A partir disso, Takebe decidiu explorar outras formas de oxigenação do corpo. A inspiração veio da biologia, mais especificamente de um peixe chamado dojô, capaz de absorver oxigênio pelo intestino.
Com formação em gastroenterologia, o pesquisador levou o conceito para o laboratório. Os primeiros testes foram realizados em ratos e porcos, com resultados considerados positivos para a continuidade do estudo.
Reconhecimento científico
Em 2024, a pesquisa recebeu o prêmio IgNobel, concedido a estudos científicos que chamam atenção pela abordagem inusitada, mas que levantam reflexões relevantes. O prêmio é conhecido como uma versão bem-humorada do Nobel.
O reconhecimento ajudou a dar visibilidade ao trabalho, que passou a ser acompanhado com mais atenção pela comunidade científica. Apesar do tom curioso, o estudo segue protocolos rigorosos e objetivos bem definidos.
A premiação não significa validação clínica, mas reforça o potencial da ideia e o interesse em investigar caminhos pouco explorados na medicina.
Primeiros testes
O passo seguinte foi dado recentemente, com o primeiro teste da técnica em humanos. Ao todo, 27 homens participaram do estudo inicial, que teve como foco avaliar a segurança do procedimento.

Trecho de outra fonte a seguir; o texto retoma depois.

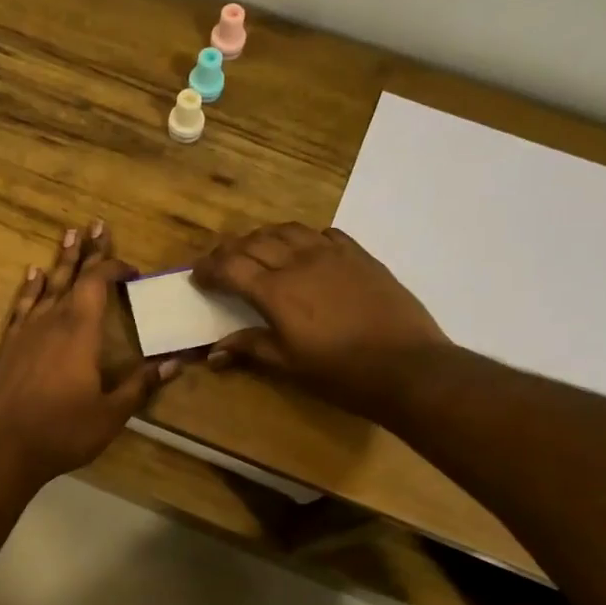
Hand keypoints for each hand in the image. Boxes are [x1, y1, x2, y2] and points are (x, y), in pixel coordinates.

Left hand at [0, 222, 180, 487]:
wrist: (6, 447)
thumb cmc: (64, 430)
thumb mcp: (112, 412)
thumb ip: (141, 384)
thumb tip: (177, 363)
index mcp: (81, 331)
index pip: (98, 283)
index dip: (114, 268)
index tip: (131, 269)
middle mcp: (53, 320)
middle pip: (73, 275)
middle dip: (87, 250)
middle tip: (95, 224)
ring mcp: (27, 331)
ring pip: (46, 285)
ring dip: (60, 261)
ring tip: (68, 235)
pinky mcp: (9, 345)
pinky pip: (22, 306)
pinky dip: (29, 288)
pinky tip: (33, 274)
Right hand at [190, 223, 448, 423]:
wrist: (408, 367)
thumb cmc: (342, 374)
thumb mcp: (290, 366)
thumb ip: (252, 349)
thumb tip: (214, 352)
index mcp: (276, 291)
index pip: (231, 267)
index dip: (209, 269)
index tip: (197, 276)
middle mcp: (299, 262)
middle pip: (254, 242)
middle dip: (230, 250)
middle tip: (220, 263)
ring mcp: (333, 254)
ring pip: (288, 230)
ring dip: (264, 237)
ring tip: (257, 251)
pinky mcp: (360, 255)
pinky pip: (324, 234)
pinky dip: (304, 238)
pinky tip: (304, 250)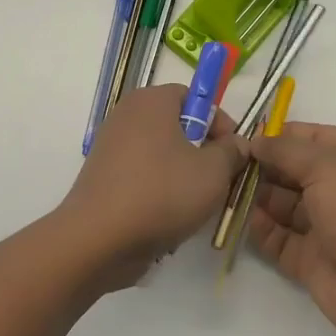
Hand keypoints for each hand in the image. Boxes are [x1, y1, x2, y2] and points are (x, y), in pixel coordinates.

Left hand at [61, 85, 246, 283]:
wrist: (99, 238)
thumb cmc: (162, 193)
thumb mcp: (213, 172)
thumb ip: (231, 152)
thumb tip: (236, 143)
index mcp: (151, 101)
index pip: (193, 97)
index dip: (219, 122)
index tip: (234, 152)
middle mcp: (126, 115)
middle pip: (176, 126)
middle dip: (202, 152)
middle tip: (220, 179)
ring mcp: (110, 147)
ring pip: (160, 155)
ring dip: (182, 175)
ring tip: (197, 204)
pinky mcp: (103, 177)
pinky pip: (141, 176)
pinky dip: (158, 191)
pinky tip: (169, 217)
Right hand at [247, 122, 335, 335]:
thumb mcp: (328, 167)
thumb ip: (287, 151)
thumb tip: (255, 142)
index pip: (314, 138)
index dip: (282, 134)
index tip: (245, 134)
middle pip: (294, 171)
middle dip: (263, 165)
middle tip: (227, 162)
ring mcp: (326, 227)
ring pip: (283, 205)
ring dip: (256, 195)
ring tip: (225, 186)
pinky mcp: (310, 259)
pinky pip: (278, 238)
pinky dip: (260, 228)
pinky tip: (239, 217)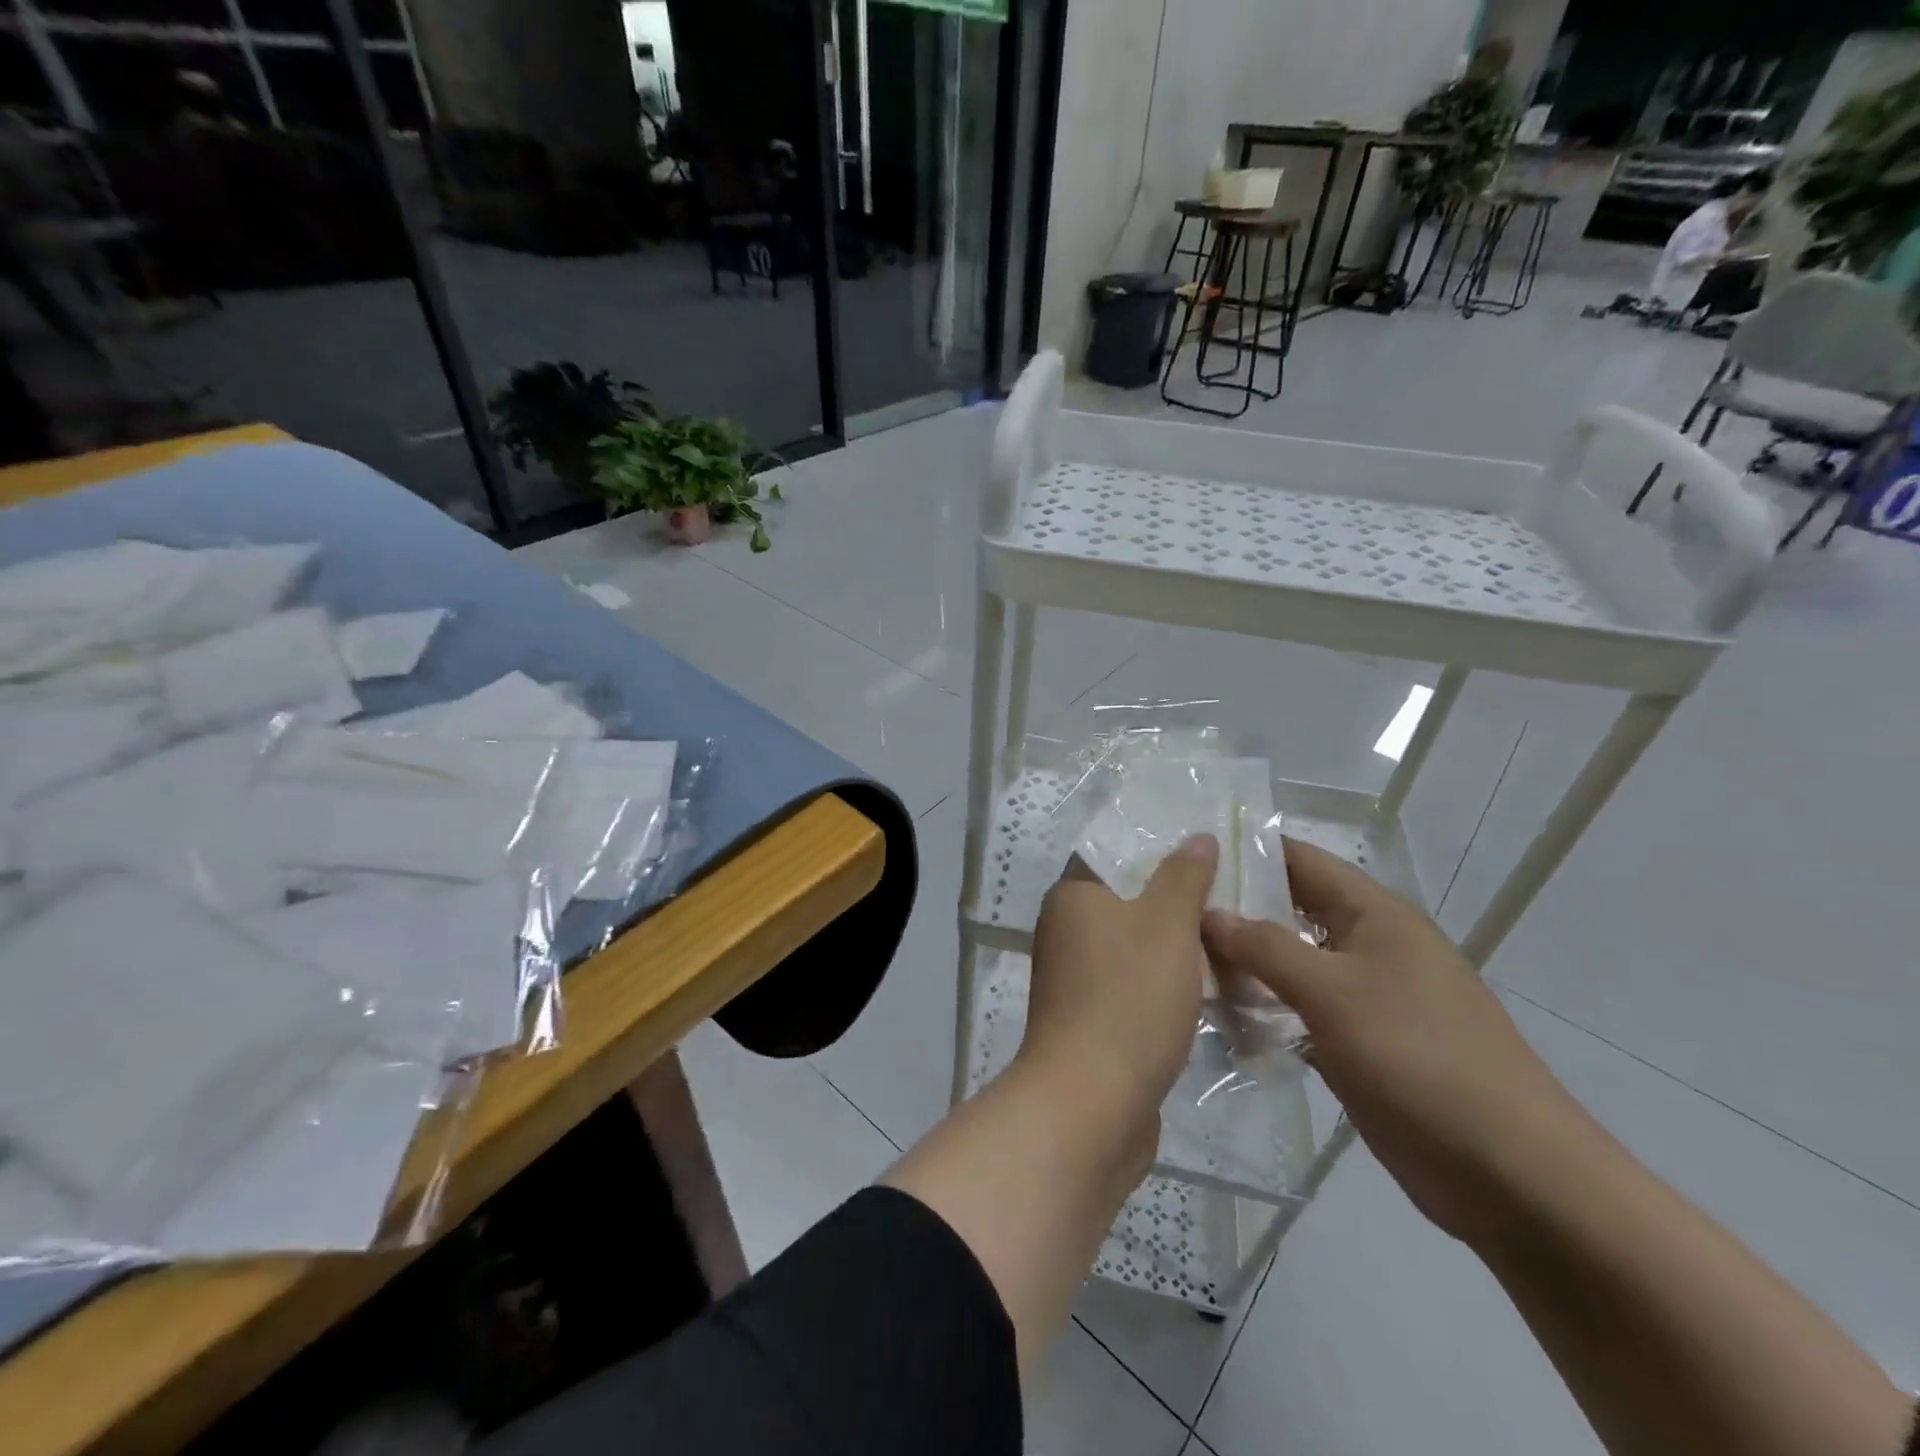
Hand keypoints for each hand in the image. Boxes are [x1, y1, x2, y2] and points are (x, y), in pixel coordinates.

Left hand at [1018, 834, 1218, 1163]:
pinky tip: (1209, 989)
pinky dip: (1165, 984)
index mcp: (1072, 896)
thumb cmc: (1128, 998)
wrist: (1090, 1102)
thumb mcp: (1166, 925)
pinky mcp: (1090, 1019)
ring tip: (1230, 940)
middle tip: (1231, 897)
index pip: (1114, 854)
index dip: (1158, 849)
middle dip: (1176, 900)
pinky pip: (1133, 985)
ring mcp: (1074, 978)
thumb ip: (1183, 877)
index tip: (1206, 851)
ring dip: (1175, 947)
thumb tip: (1196, 836)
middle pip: (1127, 901)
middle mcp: (1064, 930)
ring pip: (1134, 946)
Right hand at [1201, 839, 1591, 1243]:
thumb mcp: (1334, 992)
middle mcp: (1366, 945)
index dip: (1247, 848)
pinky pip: (1295, 1009)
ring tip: (1174, 954)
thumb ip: (1265, 948)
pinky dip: (1259, 1005)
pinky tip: (1213, 1010)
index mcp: (1374, 915)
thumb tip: (1208, 912)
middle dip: (1234, 906)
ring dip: (1242, 960)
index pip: (1300, 860)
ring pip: (1288, 962)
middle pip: (1289, 910)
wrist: (1508, 1171)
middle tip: (1166, 906)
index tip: (1187, 851)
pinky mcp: (1354, 1042)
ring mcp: (1361, 997)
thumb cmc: (1421, 1058)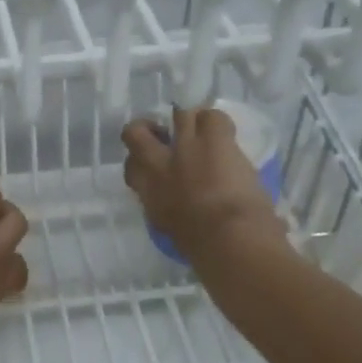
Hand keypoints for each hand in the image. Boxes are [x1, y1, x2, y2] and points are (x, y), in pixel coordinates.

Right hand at [122, 106, 283, 261]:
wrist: (230, 240)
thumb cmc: (203, 249)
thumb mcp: (171, 230)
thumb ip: (167, 210)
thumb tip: (175, 205)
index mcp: (147, 193)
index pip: (131, 166)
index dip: (140, 160)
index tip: (155, 164)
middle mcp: (158, 164)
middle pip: (136, 132)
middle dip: (149, 129)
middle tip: (167, 134)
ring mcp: (185, 146)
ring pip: (179, 113)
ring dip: (189, 121)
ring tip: (203, 131)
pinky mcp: (214, 139)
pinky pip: (212, 116)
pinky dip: (218, 123)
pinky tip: (226, 136)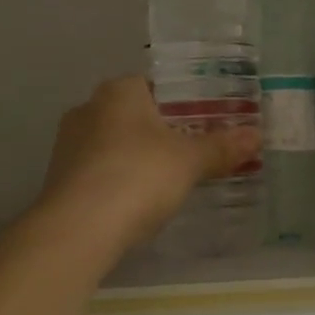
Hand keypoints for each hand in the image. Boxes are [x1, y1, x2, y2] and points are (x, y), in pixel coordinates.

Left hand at [39, 76, 259, 249]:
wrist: (78, 229)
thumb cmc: (138, 176)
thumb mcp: (189, 161)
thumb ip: (221, 147)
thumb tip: (256, 135)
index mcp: (119, 91)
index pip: (155, 86)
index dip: (182, 103)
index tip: (205, 124)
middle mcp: (88, 108)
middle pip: (134, 115)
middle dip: (160, 132)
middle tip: (192, 153)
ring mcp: (68, 144)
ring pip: (114, 144)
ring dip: (137, 158)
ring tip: (168, 181)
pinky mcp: (58, 178)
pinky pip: (99, 171)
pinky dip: (118, 181)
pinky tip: (136, 202)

Nesse estágio, o líquido utilizado não continha oxigênio. O objetivo era verificar se o intestino conseguiria manter o fluido por um período prolongado sem causar danos ou efeitos adversos relevantes.
Os participantes conseguiram reter o líquido por cerca de uma hora. Não houve absorção do fluido em si nem complicações graves registradas, apenas desconfortos leves, como episódios de flatulência.
O que ainda falta testar
Com a etapa de segurança concluída, os pesquisadores agora se preparam para testar o líquido enriquecido com oxigênio em humanos. Essa fase será decisiva para confirmar se a absorção ocorre de forma eficaz.
Caso os resultados sejam positivos, a ventilação enteral pode se tornar uma alternativa em situações extremas, como falhas respiratórias em que a intubação não é possível ou apresenta riscos elevados.
A técnica ainda está longe do uso clínico amplo, mas representa uma linha de pesquisa promissora para ampliar as opções de suporte respiratório.
Um detalhe cultural que chama atenção
A ideia de usar o intestino como via de oxigenação também dialoga, de forma curiosa, com a mitologia japonesa. Segundo algumas lendas, o corpo humano abriga o shirikodama, uma pequena esfera localizada no ânus.
Essa esfera, de acordo com histórias sobre o kappa, uma criatura do folclore japonês, seria responsável por conter a alma humana. Embora a lenda não tenha relação científica com o estudo, ela costuma ser lembrada em comentários sobre a pesquisa.
Na prática, o trabalho dos pesquisadores se mantém no campo da medicina experimental. Ainda assim, não deixa de ser um exemplo de como ciência, cultura e curiosidade humana às vezes se encontram de maneiras inesperadas.